Work instructions: Leave the pictures out and repeat the rest of the data below exactly.

** Supplied material follows **

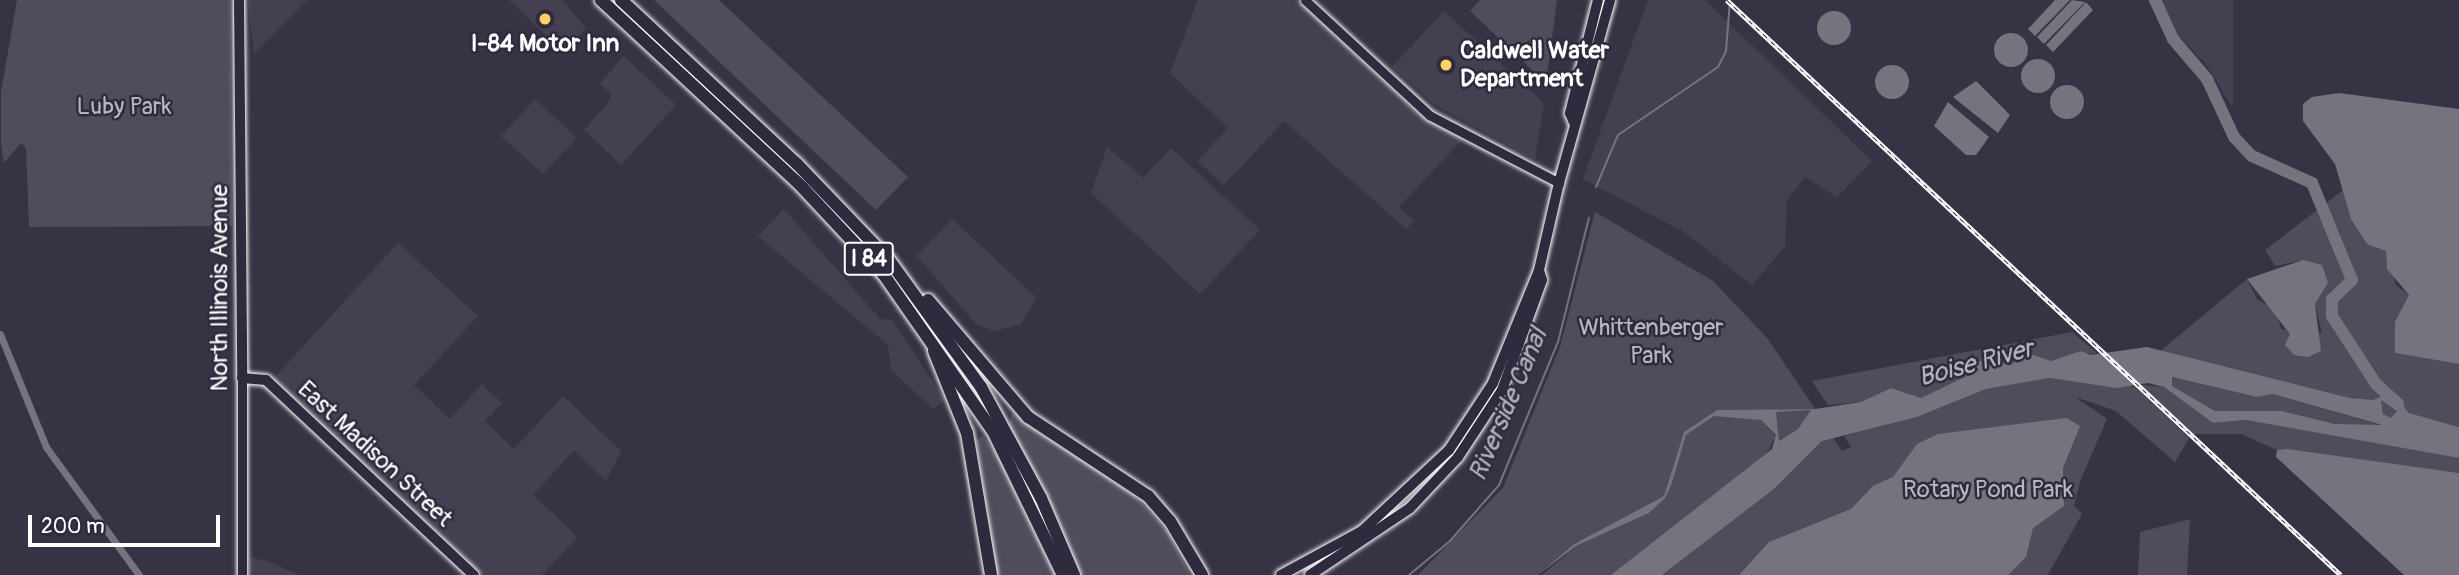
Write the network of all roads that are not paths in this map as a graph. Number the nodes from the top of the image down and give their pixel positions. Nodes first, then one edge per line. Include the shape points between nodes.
1 (239, 0) edge
2 (601, 0) edge
3 (621, 0) edge
4 (1305, 0) edge
5 (1598, 0) edge
6 (1610, 0) edge
7 (1574, 125) junction
8 (1559, 183) junction
9 (889, 260) junction
10 (1539, 270) junction
11 (927, 331) junction
12 (242, 378) junction
13 (242, 575) edge
14 (474, 575) edge
15 (991, 575) edge
16 (1063, 575) edge
17 (1074, 575) edge
18 (1202, 575) edge
19 (1281, 575) edge
20 (1310, 575) edge

1 - 12 main road, North Illinois Avenue
2 - 11 highway, I 84 via 802,187
3 - 9 highway, I 84 via 797,164
4 - 8 street via 1429,115
5 - 7 main road via 1570,113
6 - 7 main road
7 - 8 main road
8 - 10 main road
9 - 17 highway, I 84 via 981,387 1041,498
9 - 18 highway via 1028,418 1148,496 1170,521
10 - 19 main road via 1493,383 1449,450 1362,531
10 - 20 main road via 1542,280 1519,356 1458,457 1394,522
11 - 15 highway via 967,433
11 - 16 highway, I 84 via 993,431
12 - 13 street, North Illinois Avenue
12 - 14 main road, East Madison Street via 266,380

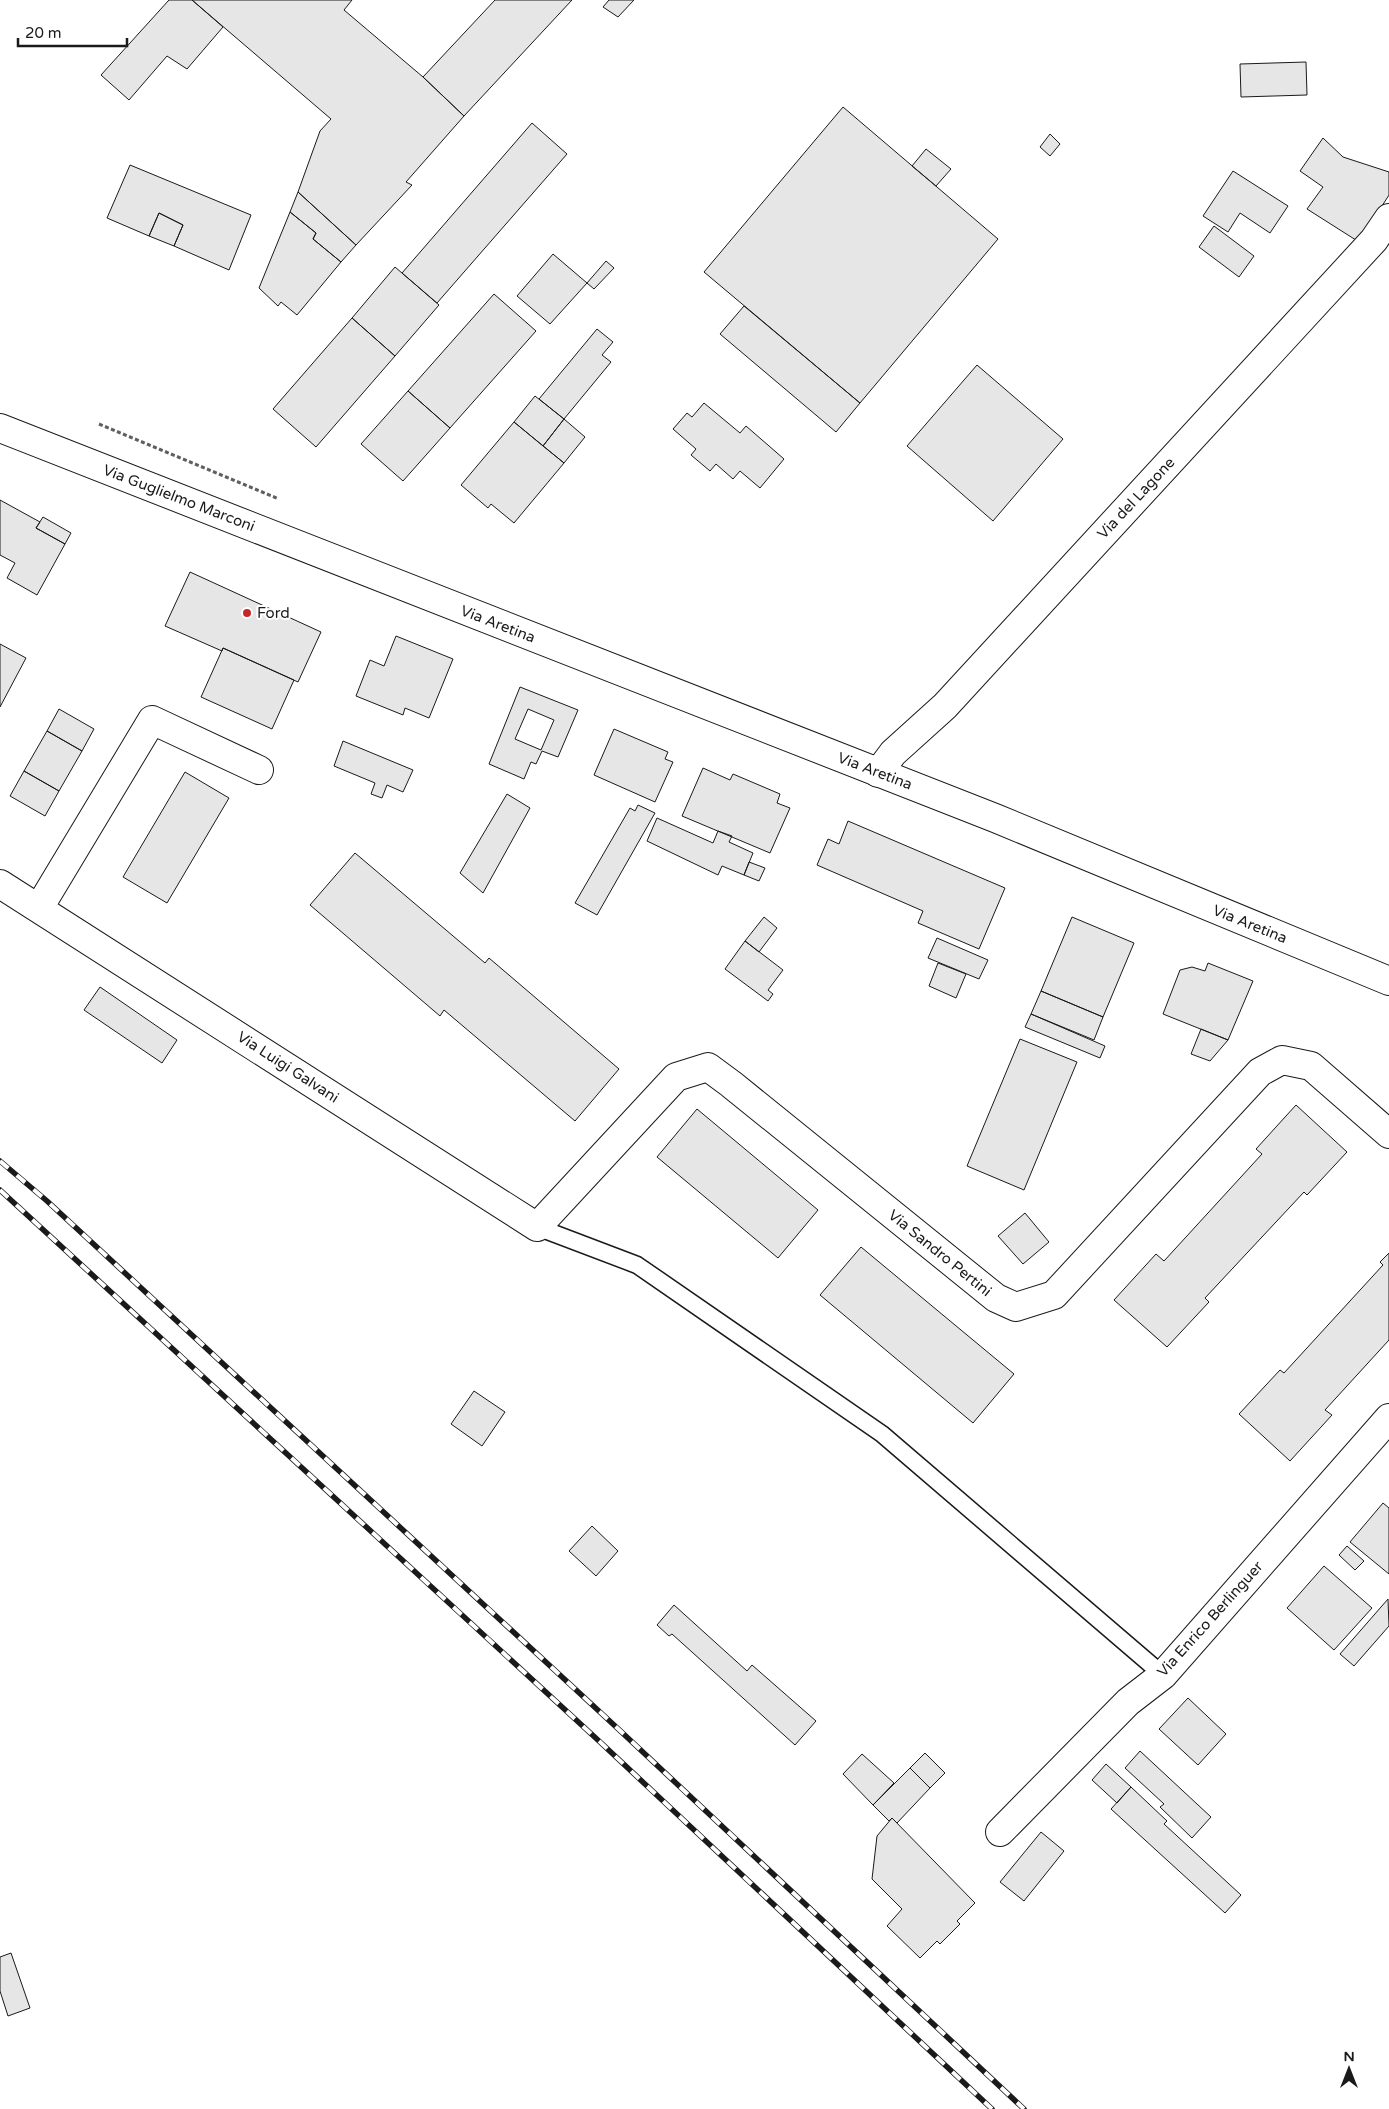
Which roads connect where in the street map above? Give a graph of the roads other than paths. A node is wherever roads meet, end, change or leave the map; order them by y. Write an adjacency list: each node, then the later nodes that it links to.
1 (1389, 218): 5 (street, Via del Lagone)
2 (0, 428): 3 (street, Via Guglielmo Marconi)
3 (359, 569): 5 (street, Via Aretina)
4 (258, 770): 7 (street)
5 (878, 772): 8 (street, Via Aretina)
6 (0, 884): 7 (street, Via Luigi Galvani)
7 (39, 908): 10 (street, Via Luigi Galvani)
8 (1389, 981)
9 (1389, 1134): 10 (street, Via Sandro Pertini)
10 (537, 1227): 12 (lane)
11 (1389, 1418): 12 (street, Via Enrico Berlinguer)
12 (1163, 1675): 13 (street, Via Enrico Berlinguer)
13 (1000, 1832)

** End of Supplied material **

Written solution:
Write the network of all roads that are not paths in this map as a graph. Number the nodes from the top of the image down and give their pixel positions. Nodes first, then one edge per line. Include the shape points between nodes.
1 (239, 0) edge
2 (601, 0) edge
3 (621, 0) edge
4 (1305, 0) edge
5 (1598, 0) edge
6 (1610, 0) edge
7 (1574, 125) junction
8 (1559, 183) junction
9 (889, 260) junction
10 (1539, 270) junction
11 (927, 331) junction
12 (242, 378) junction
13 (242, 575) edge
14 (474, 575) edge
15 (991, 575) edge
16 (1063, 575) edge
17 (1074, 575) edge
18 (1202, 575) edge
19 (1281, 575) edge
20 (1310, 575) edge

1 - 12 main road, North Illinois Avenue
2 - 11 highway, I 84 via 802,187
3 - 9 highway, I 84 via 797,164
4 - 8 street via 1429,115
5 - 7 main road via 1570,113
6 - 7 main road
7 - 8 main road
8 - 10 main road
9 - 17 highway, I 84 via 981,387 1041,498
9 - 18 highway via 1028,418 1148,496 1170,521
10 - 19 main road via 1493,383 1449,450 1362,531
10 - 20 main road via 1542,280 1519,356 1458,457 1394,522
11 - 15 highway via 967,433
11 - 16 highway, I 84 via 993,431
12 - 13 street, North Illinois Avenue
12 - 14 main road, East Madison Street via 266,380

Which roads connect where in the street map above? Give a graph of the roads other than paths. A node is wherever roads meet, end, change or leave the map; order them by y. Write an adjacency list: each node, then the later nodes that it links to.
1 (1389, 218): 5 (street, Via del Lagone)
2 (0, 428): 3 (street, Via Guglielmo Marconi)
3 (359, 569): 5 (street, Via Aretina)
4 (258, 770): 7 (street)
5 (878, 772): 8 (street, Via Aretina)
6 (0, 884): 7 (street, Via Luigi Galvani)
7 (39, 908): 10 (street, Via Luigi Galvani)
8 (1389, 981)
9 (1389, 1134): 10 (street, Via Sandro Pertini)
10 (537, 1227): 12 (lane)
11 (1389, 1418): 12 (street, Via Enrico Berlinguer)
12 (1163, 1675): 13 (street, Via Enrico Berlinguer)
13 (1000, 1832)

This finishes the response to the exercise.